Copy out every line in the entries below that includes "Freeway".

▬▬▬▬▬▬▬▬▬▬

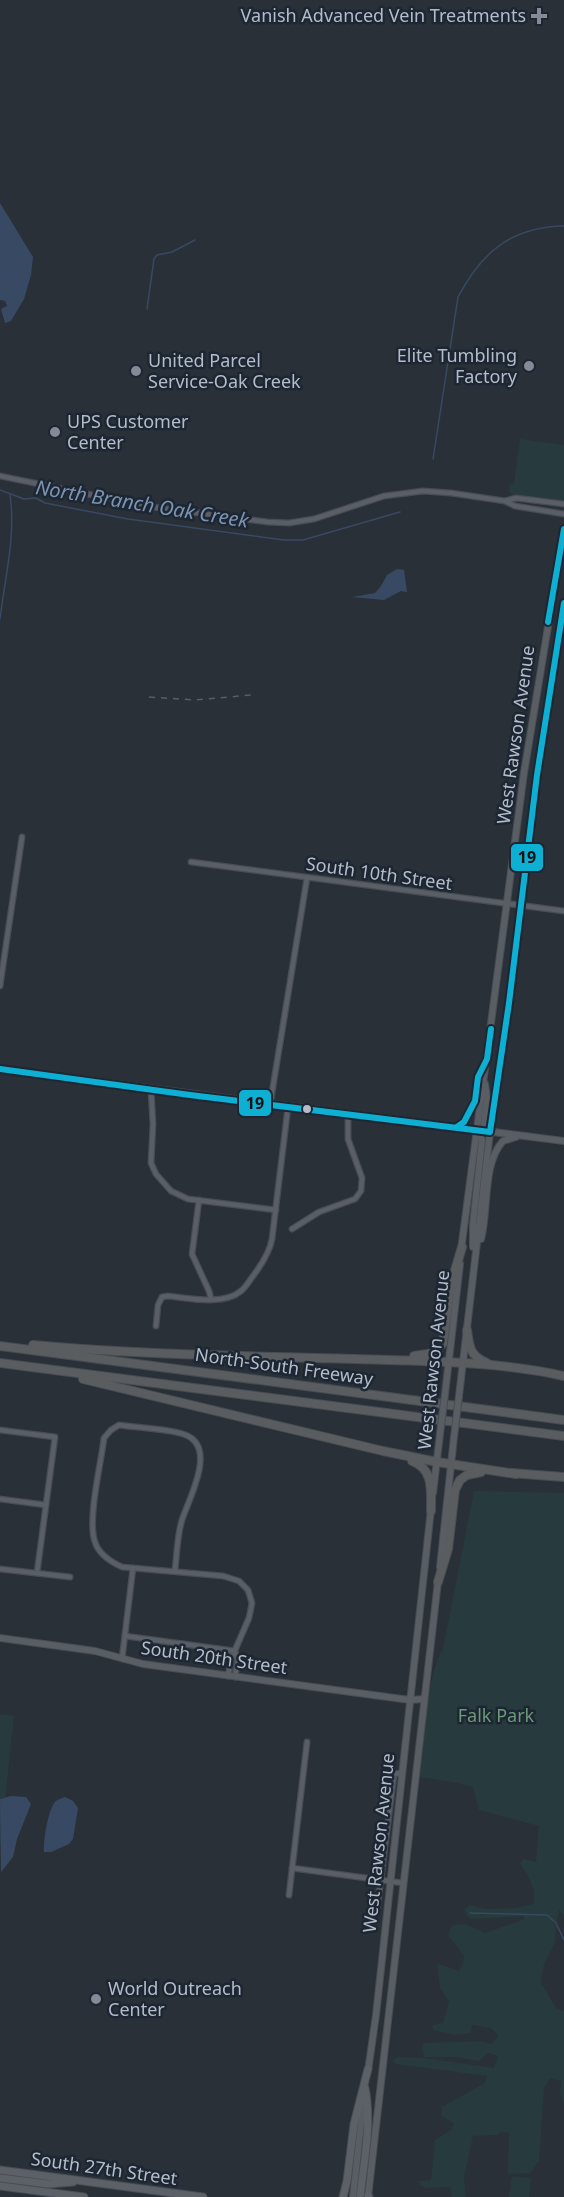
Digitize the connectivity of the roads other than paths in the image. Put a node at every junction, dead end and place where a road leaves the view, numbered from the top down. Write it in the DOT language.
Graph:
graph roads {
  1 [pos="0,476"];
  2 [pos="505,501"];
  3 [pos="564,504"];
  4 [pos="564,514"];
  5 [pos="564,529"];
  6 [pos="564,603"];
  7 [pos="22,837"];
  8 [pos="191,862"];
  9 [pos="307,878"];
  10 [pos="508,904"];
  11 [pos="522,906"];
  12 [pos="564,911"];
  13 [pos="0,986"];
  14 [pos="495,1002"];
  15 [pos="509,1005"];
  16 [pos="501,1054"];
  17 [pos="487,1055"];
  18 [pos="0,1069"];
  19 [pos="484,1078"];
  20 [pos="151,1090"];
  21 [pos="270,1105"];
  22 [pos="288,1107"];
  23 [pos="348,1114"];
  24 [pos="457,1127"];
  25 [pos="477,1130"];
  26 [pos="490,1132"];
  27 [pos="525,1136"];
  28 [pos="564,1142"];
  29 [pos="199,1200"];
  30 [pos="276,1210"];
  31 [pos="292,1229"];
  32 [pos="462,1247"];
  33 [pos="475,1262"];
  34 [pos="211,1299"];
  35 [pos="156,1326"];
  36 [pos="467,1330"];
  37 [pos="0,1344"];
  38 [pos="370,1359"];
  39 [pos="449,1362"];
  40 [pos="0,1363"];
  41 [pos="463,1364"];
  42 [pos="24,1366"];
  43 [pos="499,1366"];
  44 [pos="564,1377"];
  45 [pos="564,1420"];
  46 [pos="0,1430"];
  47 [pos="564,1436"];
  48 [pos="383,1451"];
  49 [pos="437,1462"];
  50 [pos="451,1465"];
  51 [pos="516,1473"];
  52 [pos="564,1477"];
  53 [pos="0,1499"];
  54 [pos="46,1505"];
  55 [pos="431,1511"];
  56 [pos="133,1568"];
  57 [pos="0,1569"];
  58 [pos="175,1570"];
  59 [pos="37,1573"];
  60 [pos="70,1577"];
  61 [pos="438,1582"];
  62 [pos="125,1636"];
  63 [pos="0,1638"];
  64 [pos="235,1651"];
  65 [pos="122,1659"];
  66 [pos="232,1676"];
  67 [pos="424,1699"];
  68 [pos="410,1700"];
  69 [pos="307,1742"];
  70 [pos="402,1773"];
  71 [pos="292,1868"];
  72 [pos="381,1880"];
  73 [pos="390,1881"];
  74 [pos="403,1883"];
  75 [pos="289,1894"];
  76 [pos="377,1910"];
  77 [pos="376,2015"];
  78 [pos="388,2016"];
  79 [pos="368,2069"];
  80 [pos="366,2088"];
  81 [pos="0,2170"];
  82 [pos="0,2178"];
  83 [pos="78,2181"];
  84 [pos="0,2186"];
  85 [pos="60,2194"];
  86 [pos="154,2194"];
  87 [pos="368,2196"];
  88 [pos="69,2197"];
  89 [pos="84,2197"];
  90 [pos="203,2197"];
  91 [pos="342,2197"];
  92 [pos="353,2197"];
  93 [pos="360,2197"];
  1 -- 2 [label="street"];
  2 -- 3 [label="street"];
  2 -- 4 [label="street"];
  5 -- 10 [label="main road, West Rawson Avenue"];
  6 -- 11 [label="main road, West Rawson Avenue"];
  7 -- 13 [label="street"];
  8 -- 9 [label="street, South 10th Street"];
  9 -- 10 [label="street, South 10th Street"];
  9 -- 21 [label="street"];
  10 -- 11 [label="street, South 10th Street"];
  10 -- 14 [label="main road, West Rawson Avenue"];
  11 -- 12 [label="street, South 10th Street"];
  11 -- 15 [label="main road, West Rawson Avenue"];
  14 -- 15 [label="main road"];
  14 -- 17 [label="main road, West Rawson Avenue"];
  15 -- 16 [label="main road, West Rawson Avenue"];
  16 -- 17 [label="main road"];
  16 -- 26 [label="main road, West Rawson Avenue"];
  17 -- 19 [label="main road, West Rawson Avenue"];
  17 -- 24 [label="main road"];
  18 -- 20 [label="main road"];
  19 -- 25 [label="main road, West Rawson Avenue"];
  19 -- 26 [label="main road"];
  20 -- 21 [label="main road"];
  20 -- 29 [label="street"];
  21 -- 22 [label="main road"];
  22 -- 23 [label="main road"];
  22 -- 30 [label="street"];
  23 -- 24 [label="main road"];
  23 -- 31 [label="street"];
  24 -- 25 [label="main road"];
  25 -- 26 [label="main road"];
  25 -- 32 [label="main road, West Rawson Avenue"];
  25 -- 33 [label="main road"];
  26 -- 27 [label="main road"];
  26 -- 33 [label="main road, West Rawson Avenue"];
  27 -- 28 [label="main road"];
  27 -- 33 [label="main road"];
  29 -- 30 [label="street"];
  29 -- 34 [label="street"];
  30 -- 34 [label="street"];
  32 -- 38 [label="highway"];
  32 -- 39 [label="main road, West Rawson Avenue"];
  33 -- 36 [label="main road, West Rawson Avenue"];
  34 -- 35 [label="street"];
  36 -- 41 [label="main road, West Rawson Avenue"];
  36 -- 43 [label="highway"];
  37 -- 38 [label="highway"];
  37 -- 45 [label="highway, North-South Freeway"];
  38 -- 39 [label="highway"];
  39 -- 41 [label="highway"];
  39 -- 49 [label="main road, West Rawson Avenue, bridge"];
  40 -- 42 [label="highway, North-South Freeway"];
  41 -- 43 [label="highway"];
  41 -- 50 [label="main road, West Rawson Avenue, bridge"];
  42 -- 47 [label="highway, North-South Freeway"];
  42 -- 48 [label="highway"];
  43 -- 44 [label="highway"];
  46 -- 54 [label="street"];
  48 -- 49 [label="highway"];
  48 -- 55 [label="highway"];
  49 -- 50 [label="highway"];
  49 -- 55 [label="main road, West Rawson Avenue"];
  50 -- 51 [label="highway"];
  50 -- 61 [label="main road, West Rawson Avenue"];
  51 -- 52 [label="highway"];
  51 -- 61 [label="highway"];
  53 -- 54 [label="street"];
  54 -- 59 [label="street"];
  55 -- 68 [label="main road, West Rawson Avenue"];
  56 -- 58 [label="street"];
  56 -- 58 [label="street"];
  56 -- 62 [label="street"];
  57 -- 59 [label="street"];
  58 -- 64 [label="street"];
  59 -- 60 [label="street"];
  61 -- 67 [label="main road, West Rawson Avenue"];
  62 -- 64 [label="street"];
  62 -- 65 [label="street"];
  63 -- 65 [label="main road, South 20th Street"];
  64 -- 66 [label="street"];
  65 -- 66 [label="main road, South 20th Street"];
  66 -- 68 [label="main road, South 20th Street"];
  67 -- 68 [label="main road, South 20th Street"];
  67 -- 74 [label="main road, West Rawson Avenue"];
  68 -- 70 [label="main road, West Rawson Avenue"];
  69 -- 71 [label="street"];
  70 -- 72 [label="street"];
  70 -- 73 [label="main road, West Rawson Avenue"];
  71 -- 72 [label="street"];
  71 -- 75 [label="street"];
  72 -- 73 [label="street"];
  72 -- 76 [label="street"];
  73 -- 74 [label="street"];
  73 -- 77 [label="main road, West Rawson Avenue"];
  74 -- 78 [label="main road, West Rawson Avenue"];
  77 -- 78 [label="main road"];
  77 -- 79 [label="main road, West Rawson Avenue"];
  78 -- 87 [label="main road, West Rawson Avenue"];
  79 -- 80 [label="main road, West Rawson Avenue"];
  79 -- 91 [label="main road"];
  80 -- 92 [label="main road, West Rawson Avenue"];
  80 -- 93 [label="main road"];
  81 -- 83 [label="main road, South 27th Street"];
  82 -- 83 [label="main road"];
  83 -- 86 [label="main road, South 27th Street"];
  84 -- 85 [label="main road, South 27th Street"];
  85 -- 88 [label="main road"];
  85 -- 89 [label="main road, South 27th Street"];
  86 -- 90 [label="main road, South 27th Street"];
}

▬▬▬▬▬▬▬▬▬▬

▶ _Answer box_:
  37 -- 45 [label="highway, North-South Freeway"];
  40 -- 42 [label="highway, North-South Freeway"];
  42 -- 47 [label="highway, North-South Freeway"];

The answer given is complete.